- Description of the task -
An exact restatement of the entire listing is needed, excluding all images.

- Supplied records -
::::::::
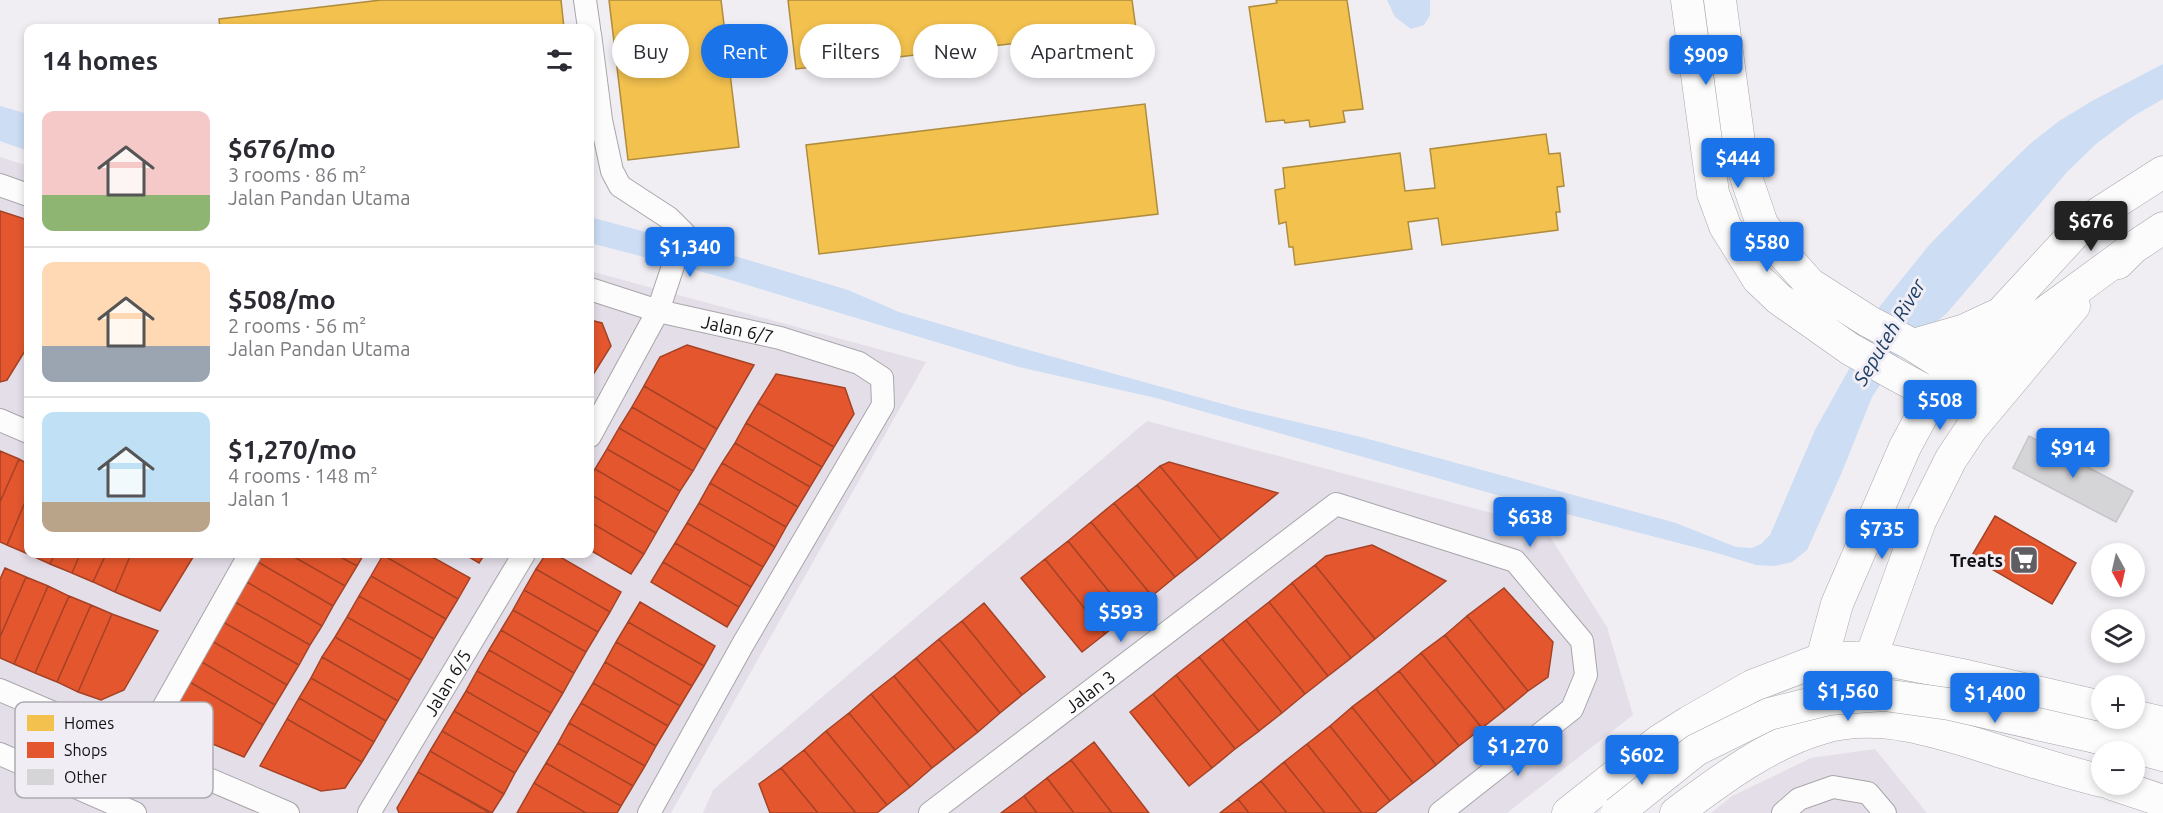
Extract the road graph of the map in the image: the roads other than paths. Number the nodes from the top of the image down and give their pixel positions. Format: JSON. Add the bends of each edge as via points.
{"nodes":[{"id":1,"x":585,"y":0,"type":"edge"},
{"id":2,"x":1687,"y":0,"type":"edge"},
{"id":3,"x":1720,"y":0,"type":"edge"},
{"id":4,"x":588,"y":24,"type":"edge"},
{"id":5,"x":594,"y":63,"type":"edge"},
{"id":6,"x":2163,"y":172,"type":"edge"},
{"id":7,"x":0,"y":185,"type":"edge"},
{"id":8,"x":24,"y":194,"type":"edge"},
{"id":9,"x":2163,"y":228,"type":"edge"},
{"id":10,"x":2133,"y":248,"type":"junction"},
{"id":11,"x":594,"y":290,"type":"edge"},
{"id":12,"x":658,"y":311,"type":"junction"},
{"id":13,"x":2001,"y":313,"type":"junction"},
{"id":14,"x":1913,"y":345,"type":"junction"},
{"id":15,"x":1895,"y":375,"type":"junction"},
{"id":16,"x":1960,"y":382,"type":"junction"},
{"id":17,"x":1933,"y":395,"type":"junction"},
{"id":18,"x":0,"y":420,"type":"edge"},
{"id":19,"x":24,"y":425,"type":"edge"},
{"id":20,"x":594,"y":429,"type":"edge"},
{"id":21,"x":1971,"y":429,"type":"junction"},
{"id":22,"x":1905,"y":447,"type":"junction"},
{"id":23,"x":248,"y":558,"type":"edge"},
{"id":24,"x":523,"y":558,"type":"edge"},
{"id":25,"x":1871,"y":657,"type":"junction"},
{"id":26,"x":1822,"y":659,"type":"junction"},
{"id":27,"x":1967,"y":676,"type":"junction"},
{"id":28,"x":0,"y":690,"type":"edge"},
{"id":29,"x":28,"y":702,"type":"edge"},
{"id":30,"x":167,"y":702,"type":"edge"},
{"id":31,"x":2091,"y":704,"type":"edge"},
{"id":32,"x":2145,"y":719,"type":"edge"},
{"id":33,"x":1689,"y":722,"type":"junction"},
{"id":34,"x":1863,"y":722,"type":"junction"},
{"id":35,"x":2163,"y":723,"type":"edge"},
{"id":36,"x":1822,"y":727,"type":"junction"},
{"id":37,"x":1952,"y":737,"type":"junction"},
{"id":38,"x":0,"y":754,"type":"edge"},
{"id":39,"x":2163,"y":755,"type":"edge"},
{"id":40,"x":15,"y":761,"type":"edge"},
{"id":41,"x":1725,"y":776,"type":"junction"},
{"id":42,"x":2091,"y":778,"type":"edge"},
{"id":43,"x":213,"y":781,"type":"edge"},
{"id":44,"x":2145,"y":795,"type":"edge"},
{"id":45,"x":101,"y":798,"type":"edge"},
{"id":46,"x":112,"y":798,"type":"edge"},
{"id":47,"x":2163,"y":801,"type":"edge"},
{"id":48,"x":110,"y":802,"type":"junction"},
{"id":49,"x":135,"y":813,"type":"edge"},
{"id":50,"x":288,"y":813,"type":"edge"},
{"id":51,"x":369,"y":813,"type":"edge"},
{"id":52,"x":649,"y":813,"type":"edge"},
{"id":53,"x":930,"y":813,"type":"edge"},
{"id":54,"x":1440,"y":813,"type":"edge"},
{"id":55,"x":1568,"y":813,"type":"edge"},
{"id":56,"x":1617,"y":813,"type":"edge"},
{"id":57,"x":1676,"y":813,"type":"edge"},
{"id":58,"x":1783,"y":813,"type":"edge"},
{"id":59,"x":1885,"y":813,"type":"edge"}],
"edges":[{"from":1,"to":4,"type":"street"},
{"from":2,"to":15,"type":"main road","via":[[1713,193],[1725,226],[1758,279],[1779,299]]},
{"from":3,"to":14,"type":"main road","via":[[1742,165],[1762,224],[1810,284]]},
{"from":5,"to":12,"type":"street","via":[[612,171],[620,186],[669,218],[684,233]]},
{"from":6,"to":13,"type":"main road","via":[[2085,222]]},
{"from":7,"to":8,"type":"street"},
{"from":9,"to":10,"type":"main road"},
{"from":10,"to":16,"type":"main road","via":[[2028,325]]},
{"from":10,"to":21,"type":"main road","via":[[2080,299]]},
{"from":11,"to":12,"type":"street","name":"Jalan 6/7"},
{"from":12,"to":20,"type":"street"},
{"from":12,"to":52,"type":"street","name":"Jalan 6/7","via":[[780,338],[859,363],[882,378],[883,405]]},
{"from":13,"to":14,"type":"main road","via":[[1965,330]]},
{"from":13,"to":16,"type":"main road"},
{"from":14,"to":16,"type":"main road"},
{"from":15,"to":17,"type":"main road"},
{"from":15,"to":22,"type":"main road","via":[[1907,395],[1911,415]]},
{"from":16,"to":17,"type":"main road","via":[[1946,397]]},
{"from":16,"to":21,"type":"main road","via":[[1972,412]]},
{"from":17,"to":22,"type":"main road"},
{"from":18,"to":19,"type":"street"},
{"from":21,"to":25,"type":"main road","via":[[1920,521]]},
{"from":22,"to":26,"type":"main road","via":[[1837,604]]},
{"from":23,"to":30,"type":"street"},
{"from":24,"to":51,"type":"street","name":"Jalan 6/5"},
{"from":25,"to":26,"type":"main road"},
{"from":25,"to":27,"type":"main road"},
{"from":25,"to":34,"type":"main road"},
{"from":26,"to":33,"type":"main road","via":[[1752,686]]},
{"from":26,"to":36,"type":"main road"},
{"from":27,"to":31,"type":"main road"},
{"from":27,"to":37,"type":"main road","via":[[1947,687],[1940,697],[1942,721]]},
{"from":28,"to":29,"type":"street"},
{"from":32,"to":35,"type":"main road"},
{"from":33,"to":41,"type":"main road","via":[[1705,718],[1734,734],[1736,754]]},
{"from":33,"to":55,"type":"main road"},
{"from":34,"to":36,"type":"main road"},
{"from":34,"to":37,"type":"main road","via":[[1923,727]]},
{"from":36,"to":41,"type":"main road"},
{"from":37,"to":42,"type":"main road"},
{"from":38,"to":40,"type":"street"},
{"from":39,"to":56,"type":"main road","bridge":true,"via":[[1948,704],[1884,695],[1829,699],[1768,714],[1696,750]]},
{"from":41,"to":57,"type":"main road"},
{"from":43,"to":50,"type":"street"},
{"from":44,"to":47,"type":"main road"},
{"from":45,"to":48,"type":"street"},
{"from":46,"to":48,"type":"street"},
{"from":48,"to":49,"type":"street"},
{"from":53,"to":54,"type":"street","name":"Jalan 3","via":[[1336,504],[1515,561],[1582,641],[1586,675],[1572,709]]},
{"from":58,"to":59,"type":"street","via":[[1799,800],[1833,787],[1868,793]]}]}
::::::::
- Answer section -
Extract the road graph of the map in the image: the roads other than paths. Number the nodes from the top of the image down and give their pixel positions. Format: JSON. Add the bends of each edge as via points.
{"nodes":[{"id":1,"x":585,"y":0,"type":"edge"},
{"id":2,"x":1687,"y":0,"type":"edge"},
{"id":3,"x":1720,"y":0,"type":"edge"},
{"id":4,"x":588,"y":24,"type":"edge"},
{"id":5,"x":594,"y":63,"type":"edge"},
{"id":6,"x":2163,"y":172,"type":"edge"},
{"id":7,"x":0,"y":185,"type":"edge"},
{"id":8,"x":24,"y":194,"type":"edge"},
{"id":9,"x":2163,"y":228,"type":"edge"},
{"id":10,"x":2133,"y":248,"type":"junction"},
{"id":11,"x":594,"y":290,"type":"edge"},
{"id":12,"x":658,"y":311,"type":"junction"},
{"id":13,"x":2001,"y":313,"type":"junction"},
{"id":14,"x":1913,"y":345,"type":"junction"},
{"id":15,"x":1895,"y":375,"type":"junction"},
{"id":16,"x":1960,"y":382,"type":"junction"},
{"id":17,"x":1933,"y":395,"type":"junction"},
{"id":18,"x":0,"y":420,"type":"edge"},
{"id":19,"x":24,"y":425,"type":"edge"},
{"id":20,"x":594,"y":429,"type":"edge"},
{"id":21,"x":1971,"y":429,"type":"junction"},
{"id":22,"x":1905,"y":447,"type":"junction"},
{"id":23,"x":248,"y":558,"type":"edge"},
{"id":24,"x":523,"y":558,"type":"edge"},
{"id":25,"x":1871,"y":657,"type":"junction"},
{"id":26,"x":1822,"y":659,"type":"junction"},
{"id":27,"x":1967,"y":676,"type":"junction"},
{"id":28,"x":0,"y":690,"type":"edge"},
{"id":29,"x":28,"y":702,"type":"edge"},
{"id":30,"x":167,"y":702,"type":"edge"},
{"id":31,"x":2091,"y":704,"type":"edge"},
{"id":32,"x":2145,"y":719,"type":"edge"},
{"id":33,"x":1689,"y":722,"type":"junction"},
{"id":34,"x":1863,"y":722,"type":"junction"},
{"id":35,"x":2163,"y":723,"type":"edge"},
{"id":36,"x":1822,"y":727,"type":"junction"},
{"id":37,"x":1952,"y":737,"type":"junction"},
{"id":38,"x":0,"y":754,"type":"edge"},
{"id":39,"x":2163,"y":755,"type":"edge"},
{"id":40,"x":15,"y":761,"type":"edge"},
{"id":41,"x":1725,"y":776,"type":"junction"},
{"id":42,"x":2091,"y":778,"type":"edge"},
{"id":43,"x":213,"y":781,"type":"edge"},
{"id":44,"x":2145,"y":795,"type":"edge"},
{"id":45,"x":101,"y":798,"type":"edge"},
{"id":46,"x":112,"y":798,"type":"edge"},
{"id":47,"x":2163,"y":801,"type":"edge"},
{"id":48,"x":110,"y":802,"type":"junction"},
{"id":49,"x":135,"y":813,"type":"edge"},
{"id":50,"x":288,"y":813,"type":"edge"},
{"id":51,"x":369,"y":813,"type":"edge"},
{"id":52,"x":649,"y":813,"type":"edge"},
{"id":53,"x":930,"y":813,"type":"edge"},
{"id":54,"x":1440,"y":813,"type":"edge"},
{"id":55,"x":1568,"y":813,"type":"edge"},
{"id":56,"x":1617,"y":813,"type":"edge"},
{"id":57,"x":1676,"y":813,"type":"edge"},
{"id":58,"x":1783,"y":813,"type":"edge"},
{"id":59,"x":1885,"y":813,"type":"edge"}],
"edges":[{"from":1,"to":4,"type":"street"},
{"from":2,"to":15,"type":"main road","via":[[1713,193],[1725,226],[1758,279],[1779,299]]},
{"from":3,"to":14,"type":"main road","via":[[1742,165],[1762,224],[1810,284]]},
{"from":5,"to":12,"type":"street","via":[[612,171],[620,186],[669,218],[684,233]]},
{"from":6,"to":13,"type":"main road","via":[[2085,222]]},
{"from":7,"to":8,"type":"street"},
{"from":9,"to":10,"type":"main road"},
{"from":10,"to":16,"type":"main road","via":[[2028,325]]},
{"from":10,"to":21,"type":"main road","via":[[2080,299]]},
{"from":11,"to":12,"type":"street","name":"Jalan 6/7"},
{"from":12,"to":20,"type":"street"},
{"from":12,"to":52,"type":"street","name":"Jalan 6/7","via":[[780,338],[859,363],[882,378],[883,405]]},
{"from":13,"to":14,"type":"main road","via":[[1965,330]]},
{"from":13,"to":16,"type":"main road"},
{"from":14,"to":16,"type":"main road"},
{"from":15,"to":17,"type":"main road"},
{"from":15,"to":22,"type":"main road","via":[[1907,395],[1911,415]]},
{"from":16,"to":17,"type":"main road","via":[[1946,397]]},
{"from":16,"to":21,"type":"main road","via":[[1972,412]]},
{"from":17,"to":22,"type":"main road"},
{"from":18,"to":19,"type":"street"},
{"from":21,"to":25,"type":"main road","via":[[1920,521]]},
{"from":22,"to":26,"type":"main road","via":[[1837,604]]},
{"from":23,"to":30,"type":"street"},
{"from":24,"to":51,"type":"street","name":"Jalan 6/5"},
{"from":25,"to":26,"type":"main road"},
{"from":25,"to":27,"type":"main road"},
{"from":25,"to":34,"type":"main road"},
{"from":26,"to":33,"type":"main road","via":[[1752,686]]},
{"from":26,"to":36,"type":"main road"},
{"from":27,"to":31,"type":"main road"},
{"from":27,"to":37,"type":"main road","via":[[1947,687],[1940,697],[1942,721]]},
{"from":28,"to":29,"type":"street"},
{"from":32,"to":35,"type":"main road"},
{"from":33,"to":41,"type":"main road","via":[[1705,718],[1734,734],[1736,754]]},
{"from":33,"to":55,"type":"main road"},
{"from":34,"to":36,"type":"main road"},
{"from":34,"to":37,"type":"main road","via":[[1923,727]]},
{"from":36,"to":41,"type":"main road"},
{"from":37,"to":42,"type":"main road"},
{"from":38,"to":40,"type":"street"},
{"from":39,"to":56,"type":"main road","bridge":true,"via":[[1948,704],[1884,695],[1829,699],[1768,714],[1696,750]]},
{"from":41,"to":57,"type":"main road"},
{"from":43,"to":50,"type":"street"},
{"from":44,"to":47,"type":"main road"},
{"from":45,"to":48,"type":"street"},
{"from":46,"to":48,"type":"street"},
{"from":48,"to":49,"type":"street"},
{"from":53,"to":54,"type":"street","name":"Jalan 3","via":[[1336,504],[1515,561],[1582,641],[1586,675],[1572,709]]},
{"from":58,"to":59,"type":"street","via":[[1799,800],[1833,787],[1868,793]]}]}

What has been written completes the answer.